How do you fix the issue? By getting breaking the trifecta altogether. First, remove spam-able heals. Get rid of them utterly. Instead, give healing classes heals with semi-long cooldowns, usable only to stabilize/rescue party members from imminent death. Turn healers into combat support classes, pitching in to fight and only occasionally using their support powers, instead of being a full-time whack-a-mole bot. From there you can more readily level out player durability, giving classes either the facility to avoid damage or use in-combat self healing for those melee classes. Finally, change the boss aggro AI to make taunt/threat levels non-existent. Let boss pathing and random behavior become the norm. Boss encounters suddenly become more chaotic, less coreographed, and everyone gets to actually PLAY the game, instead of just 2 tanks doing the only demanding job, and leaving the rest of the raid in the position of either filling green bars or depleting the big red bar.
With respect, you basically described the design philosophy behind Guild Wars 2. Which was... not the staggering success Arenanet proclaimed it to be before launch.
In fact, ditching the trifecta basically meant that people found the most tanky of the classes and used that to tank to ensure everyone else had maximum uptime to damage the bosses.

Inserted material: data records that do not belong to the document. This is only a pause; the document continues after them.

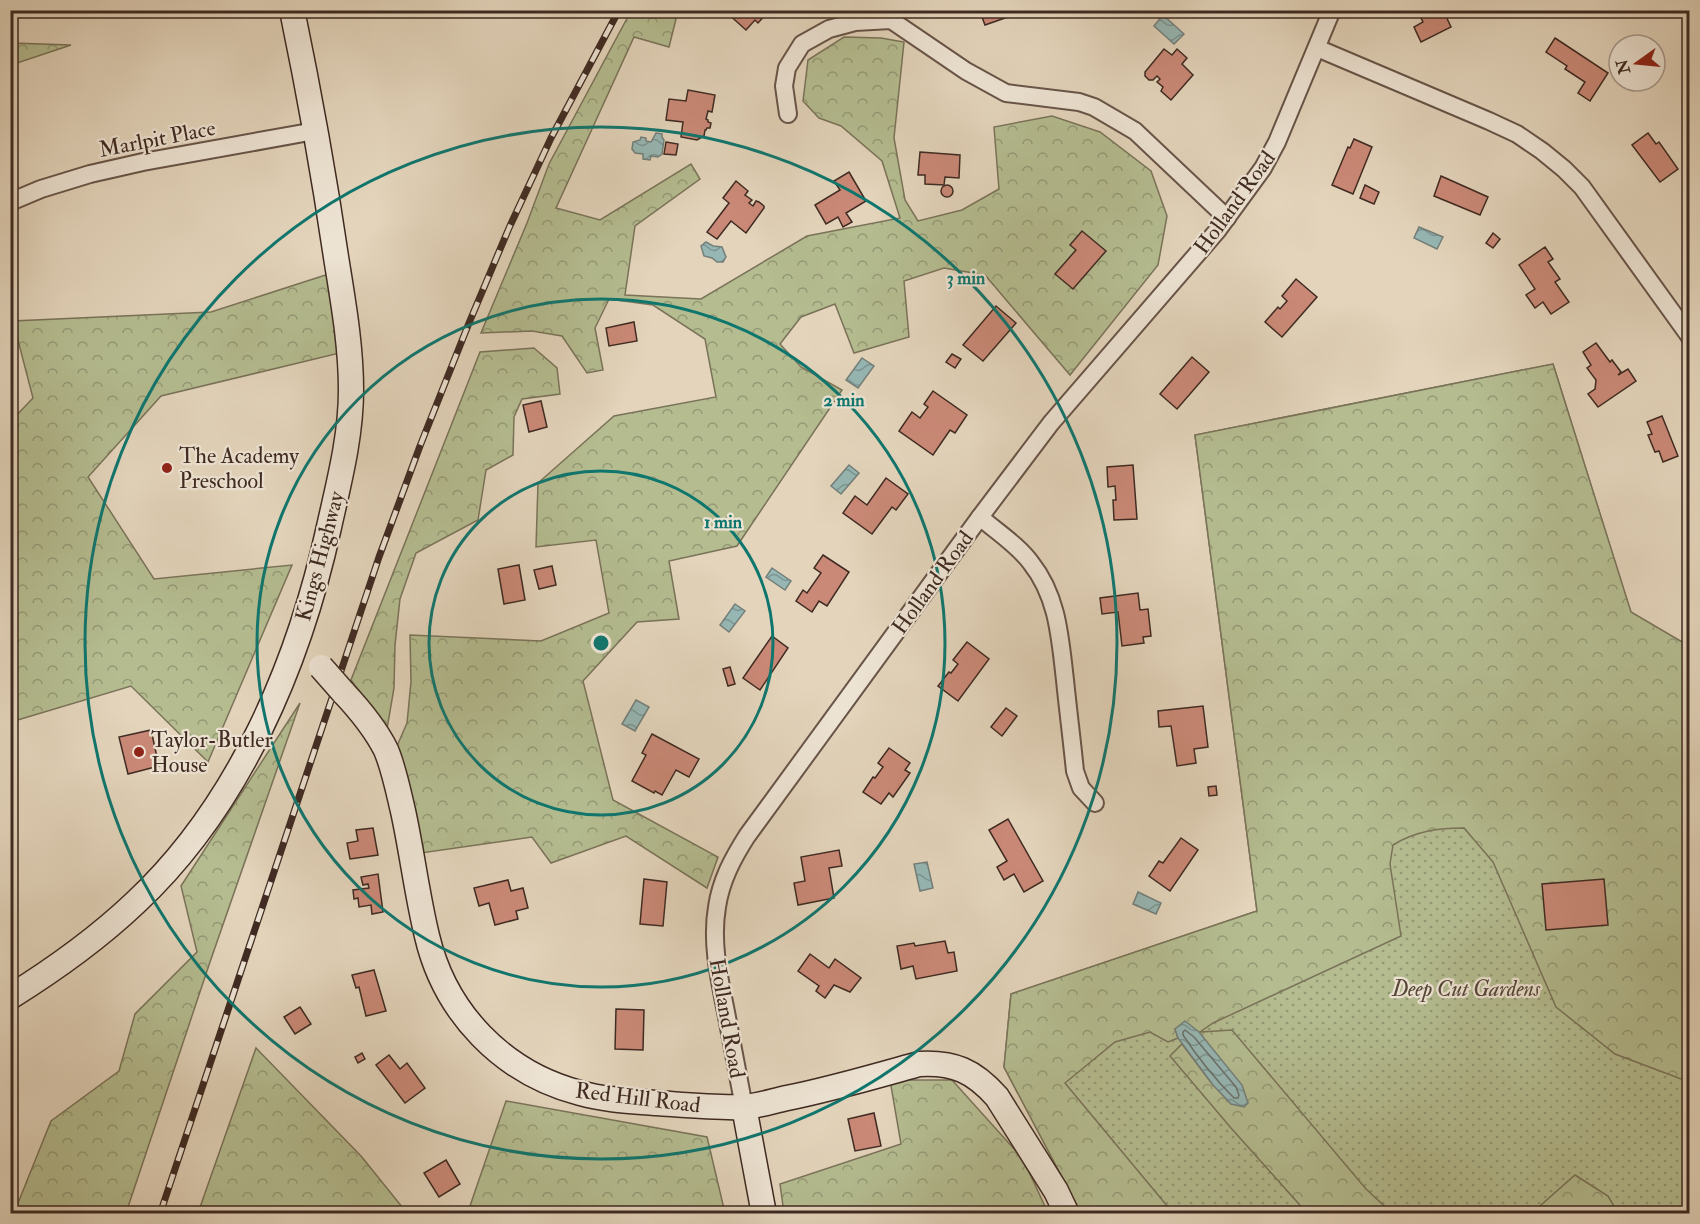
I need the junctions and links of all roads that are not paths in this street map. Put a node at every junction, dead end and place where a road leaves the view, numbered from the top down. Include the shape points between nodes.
1 (292, 10) edge
2 (1332, 10) edge
3 (892, 15) edge
4 (1317, 48) junction
5 (788, 114) dead end
6 (315, 131) junction
7 (10, 202) edge
8 (1227, 218) junction
9 (1689, 337) edge
10 (980, 517) junction
11 (295, 645) junction
12 (1095, 803) dead end
13 (10, 997) edge
14 (744, 1107) junction
15 (764, 1214) edge
16 (1067, 1214) edge

1 - 6 street, Kings Highway
2 - 4 street, Holland Road
3 - 5 street via 829,29 802,44 787,68 784,86
3 - 8 street via 966,71 1006,93 1079,102 1135,131
4 - 8 street, Holland Road via 1268,160
4 - 9 street via 1489,121 1542,151 1582,188
6 - 7 street, Marlpit Place via 90,174
6 - 11 street, Kings Highway via 348,338 351,390 347,445 322,558
8 - 10 street, Holland Road via 1051,423
10 - 12 street via 1031,562 1051,596 1075,771 1081,788
10 - 14 street, Holland Road via 747,836 727,871 717,906 715,944
11 - 13 street, Kings Highway via 260,731 234,778 169,868 98,936
11 - 14 street, Red Hill Road, bridge via 343,692 369,722 386,750 397,783 436,968 456,1006 483,1039 530,1074 582,1094 679,1105
14 - 15 street, Holland Road
14 - 16 street, Red Hill Road via 919,1064 962,1069 977,1077 997,1097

Which turned out to be the Necromancer because they basically had an active mitigation ability.
Part of why I'm a healer isn't because I have to be, it's because DPS is something I'm just flat up not interested in. Your system basically turns everyone into a DPS, which means the entire game has to be centered around that. And if there is nothing to differentiate one DPS from another, you get class stacking in a hurry. Why be DPS B when DPS A puts out more damage and neither have any difference in utility? So guess what everyone was playing in GW2 for a while there. Yeup, Necromancer spam. It broke entire encounters, never mind the PvP issues for a while. Sure, it was patched, but the community basically repeated the pattern for about the first year of launch. And it's part of why PvE content was quietly abandoned early on in development in favor of their PvP content.

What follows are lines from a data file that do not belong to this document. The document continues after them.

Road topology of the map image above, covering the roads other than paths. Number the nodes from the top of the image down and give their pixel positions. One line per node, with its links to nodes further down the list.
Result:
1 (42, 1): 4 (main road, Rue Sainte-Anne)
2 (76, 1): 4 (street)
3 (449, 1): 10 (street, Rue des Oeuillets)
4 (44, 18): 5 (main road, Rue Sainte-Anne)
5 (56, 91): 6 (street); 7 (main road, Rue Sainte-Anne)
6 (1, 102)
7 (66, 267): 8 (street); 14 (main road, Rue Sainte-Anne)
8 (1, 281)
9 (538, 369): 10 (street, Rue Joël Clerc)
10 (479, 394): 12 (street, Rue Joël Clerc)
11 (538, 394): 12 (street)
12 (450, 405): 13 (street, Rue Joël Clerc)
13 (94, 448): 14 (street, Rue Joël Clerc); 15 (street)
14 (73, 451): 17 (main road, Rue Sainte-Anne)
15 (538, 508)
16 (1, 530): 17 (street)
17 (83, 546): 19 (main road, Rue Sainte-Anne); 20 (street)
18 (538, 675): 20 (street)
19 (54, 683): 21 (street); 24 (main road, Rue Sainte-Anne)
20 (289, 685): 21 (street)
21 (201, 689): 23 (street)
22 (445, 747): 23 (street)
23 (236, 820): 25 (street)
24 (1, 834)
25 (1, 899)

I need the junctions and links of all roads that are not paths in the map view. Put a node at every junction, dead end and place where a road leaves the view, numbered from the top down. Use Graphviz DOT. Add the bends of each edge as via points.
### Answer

Ditching the trifecta was an attempt to patch players, and the genre as a whole, and it failed. Hard.
As for MoP, part of why I really enjoyed raiding this expansion was because as a healer, I had something to do in nearly every fight in addition to your over simplification of 'fill up green bars' as did most DPS had more to do than 'deplete red bars' as it were. Particularly in Throne of Thunder where they introduced mechanics which went specifically after roles such as ranged and healers and ignored melee, and vice versa.